MongaBay.com: The new Trump administration in the U.S. brings with it a wave of policy and agenda shifts that are set to negatively impact the state of the environment on a national and global scale. Among them are a push for increased oil drilling, climate change denialism driving energy and environment priorities, and an anti-regulatory fervor that could lead to higher CO2 emissions and pollution from the manufacturing and coal industries.

In late January, the new administration also announced that it will be moving forward with plans to build ‘the wall’ along the southern border with Mexico. The wall not only presents human, fiscal, and international relations concerns, but would also have an adverse impact on wildlife and the environment.

Nature does not adhere to the human concept of borders: species are meant to cross landscapes and biomes to find food and mates. The US-Mexico region is a rich ecosystem, home to a diverse array of mammals, birds, and plants. The Rio Grande Valley, in fact, is one of the most biodiverse places in North America. According to the U.S. Fish and Wildlife Service, an impregnable wall running across the entire 2,000-mile border between the two countries would “potentially impact” more than 111 endangered species, 108 migratory bird species, four wildlife refuges and fish hatcheries, and an unknown number of protected wetlands.

There are already a series of walls and fences extending from California to Texas on the border between the U.S. and Mexico, and they are already having a detrimental impact on wildlife, including the iconic roadrunner of the southwest and big-horn sheep.

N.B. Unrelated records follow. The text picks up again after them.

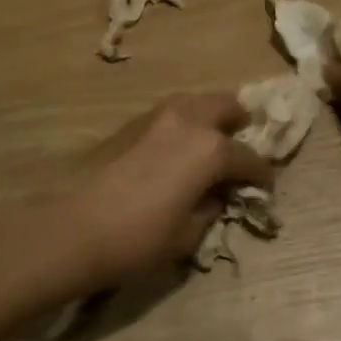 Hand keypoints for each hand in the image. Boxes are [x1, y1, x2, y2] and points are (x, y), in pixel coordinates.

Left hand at [55, 94, 274, 289]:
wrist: (74, 228)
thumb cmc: (139, 238)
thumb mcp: (187, 234)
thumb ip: (210, 209)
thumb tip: (215, 197)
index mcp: (210, 149)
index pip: (249, 157)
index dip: (262, 174)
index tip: (266, 187)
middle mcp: (188, 121)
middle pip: (226, 106)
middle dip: (239, 123)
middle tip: (240, 148)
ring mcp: (157, 117)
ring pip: (195, 102)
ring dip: (209, 118)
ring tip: (209, 145)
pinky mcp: (131, 124)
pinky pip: (170, 114)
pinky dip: (183, 124)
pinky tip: (177, 151) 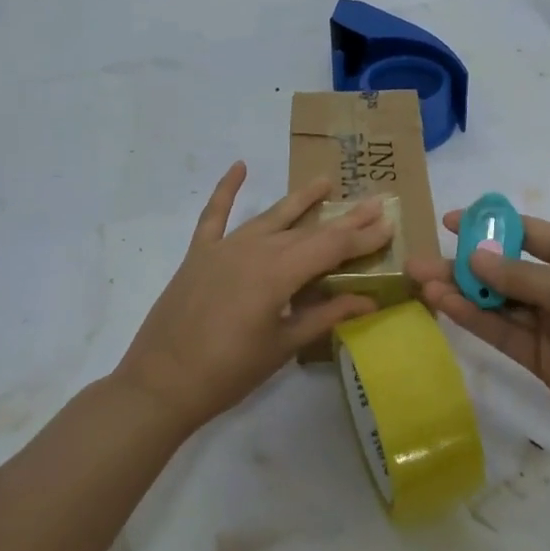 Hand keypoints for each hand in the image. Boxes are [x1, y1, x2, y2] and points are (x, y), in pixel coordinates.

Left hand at [114, 163, 392, 433]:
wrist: (160, 383)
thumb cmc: (228, 372)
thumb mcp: (283, 347)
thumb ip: (325, 316)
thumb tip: (369, 301)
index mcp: (278, 273)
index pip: (331, 247)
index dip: (362, 237)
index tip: (389, 223)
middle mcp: (255, 249)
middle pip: (308, 229)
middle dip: (344, 218)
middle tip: (374, 202)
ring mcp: (224, 247)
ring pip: (271, 216)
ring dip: (300, 199)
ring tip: (325, 181)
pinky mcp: (199, 253)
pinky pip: (214, 214)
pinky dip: (227, 189)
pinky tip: (239, 167)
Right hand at [409, 211, 549, 465]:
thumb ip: (519, 276)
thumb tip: (473, 256)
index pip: (527, 232)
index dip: (490, 225)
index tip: (448, 221)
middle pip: (506, 269)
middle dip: (465, 262)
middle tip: (419, 258)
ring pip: (499, 304)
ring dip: (462, 292)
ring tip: (419, 280)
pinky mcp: (546, 364)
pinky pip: (505, 335)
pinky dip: (475, 320)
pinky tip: (445, 306) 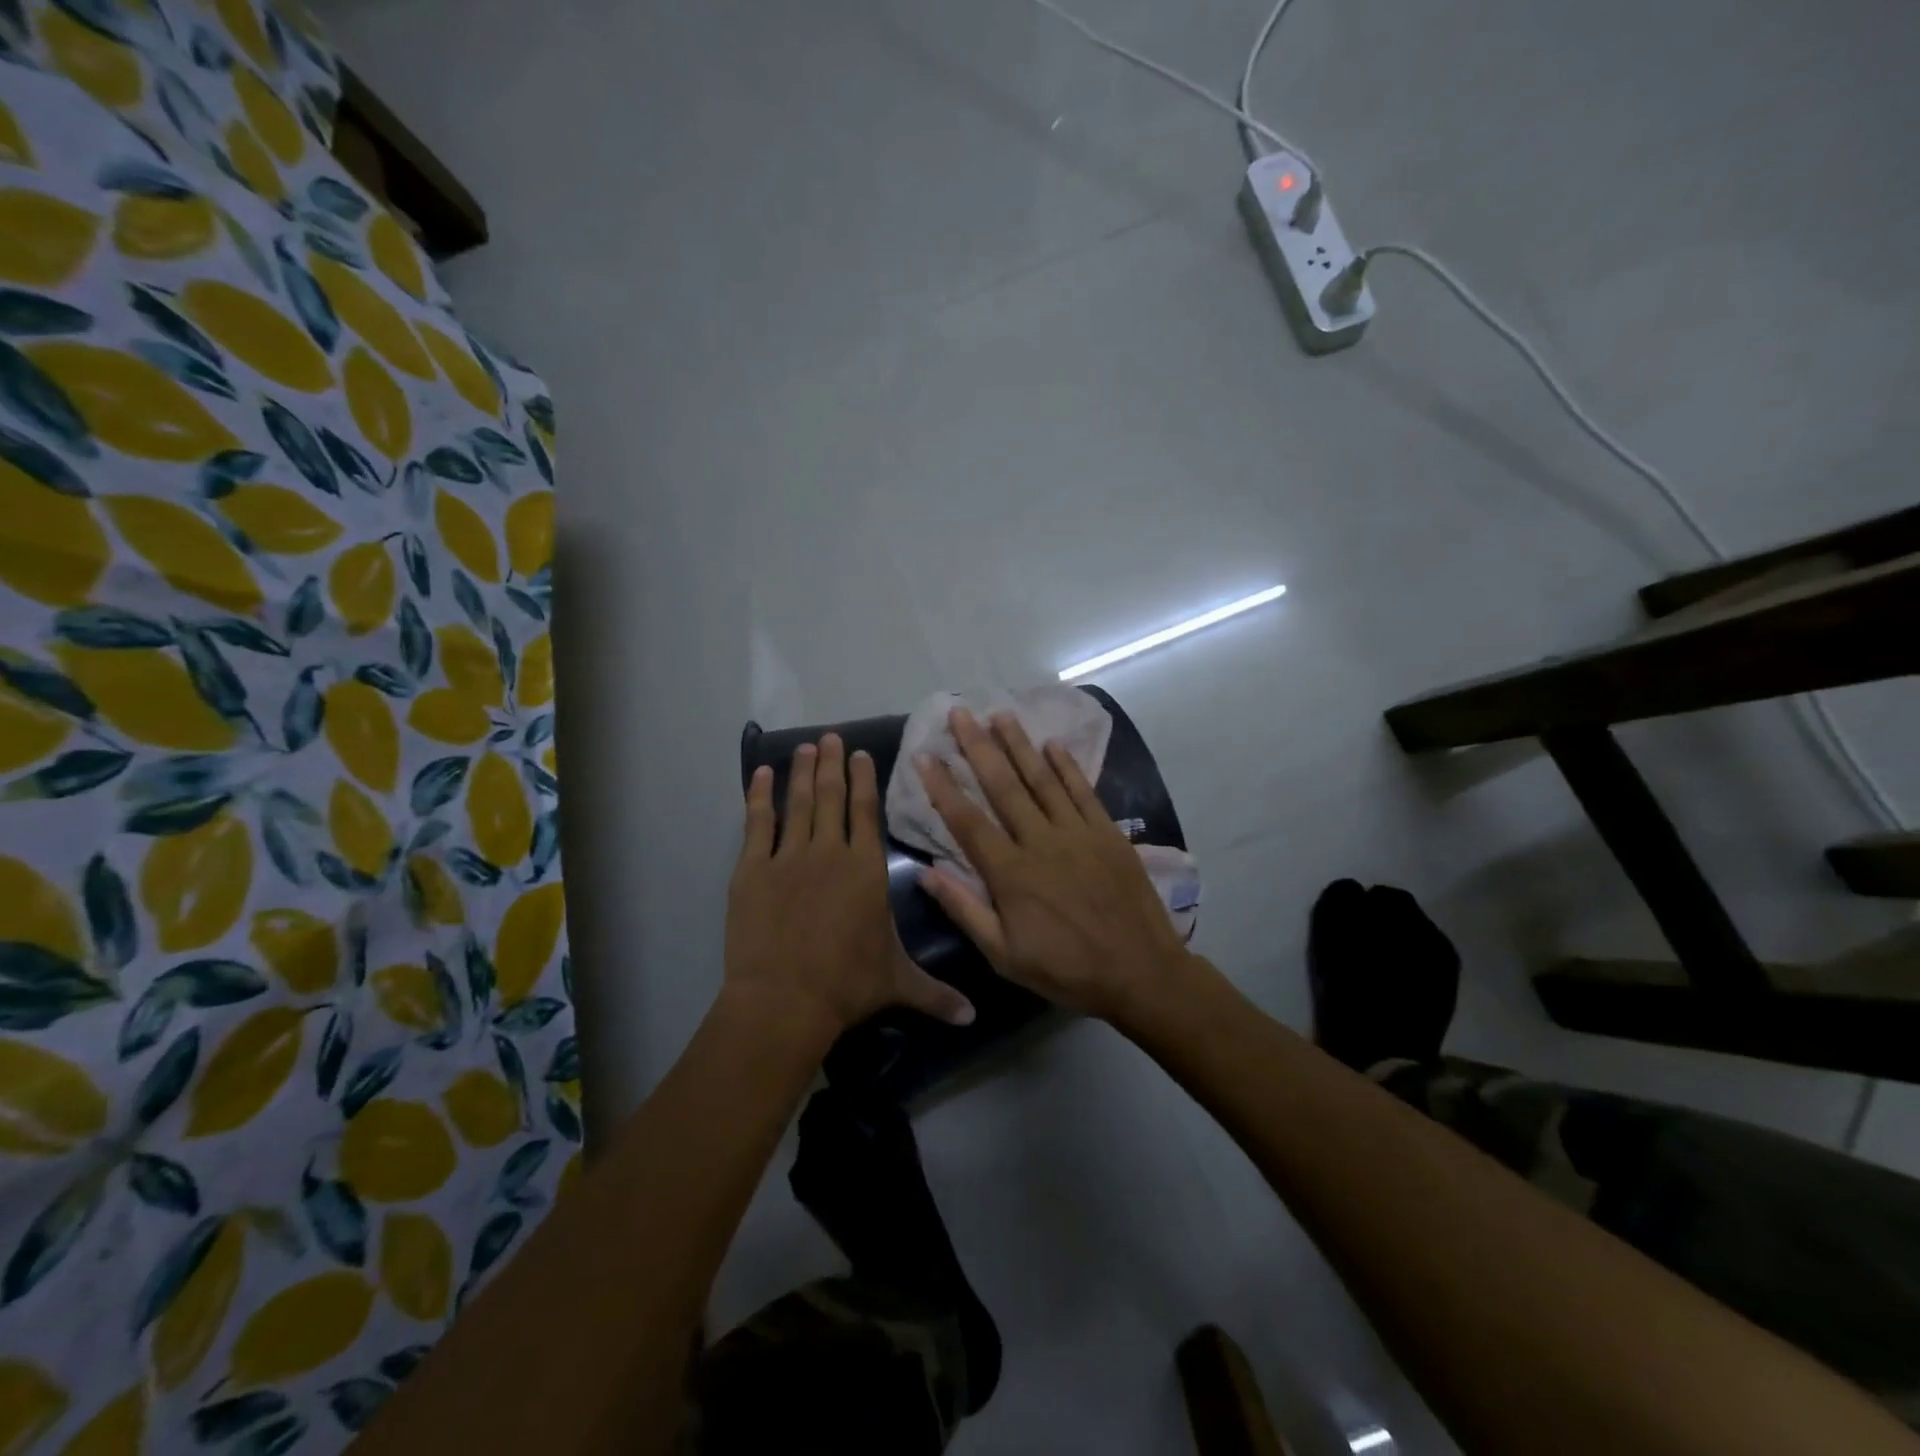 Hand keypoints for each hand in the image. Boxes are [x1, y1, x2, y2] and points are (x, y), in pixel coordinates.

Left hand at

Scientists have found that bobcats will walk great distances just to cross to the other side of their habitat. As US Fish and Wildlife Service (FWS) biologist Hilary Swarts told Newsweek last year: “Working on the assumption that animals travel as much as they need to but not more, this suggests something is compelling them to use both sides, even if it means walking an extra kilometer to go around this barrier.” Closing whatever corridors are left will undoubtedly hinder species survival.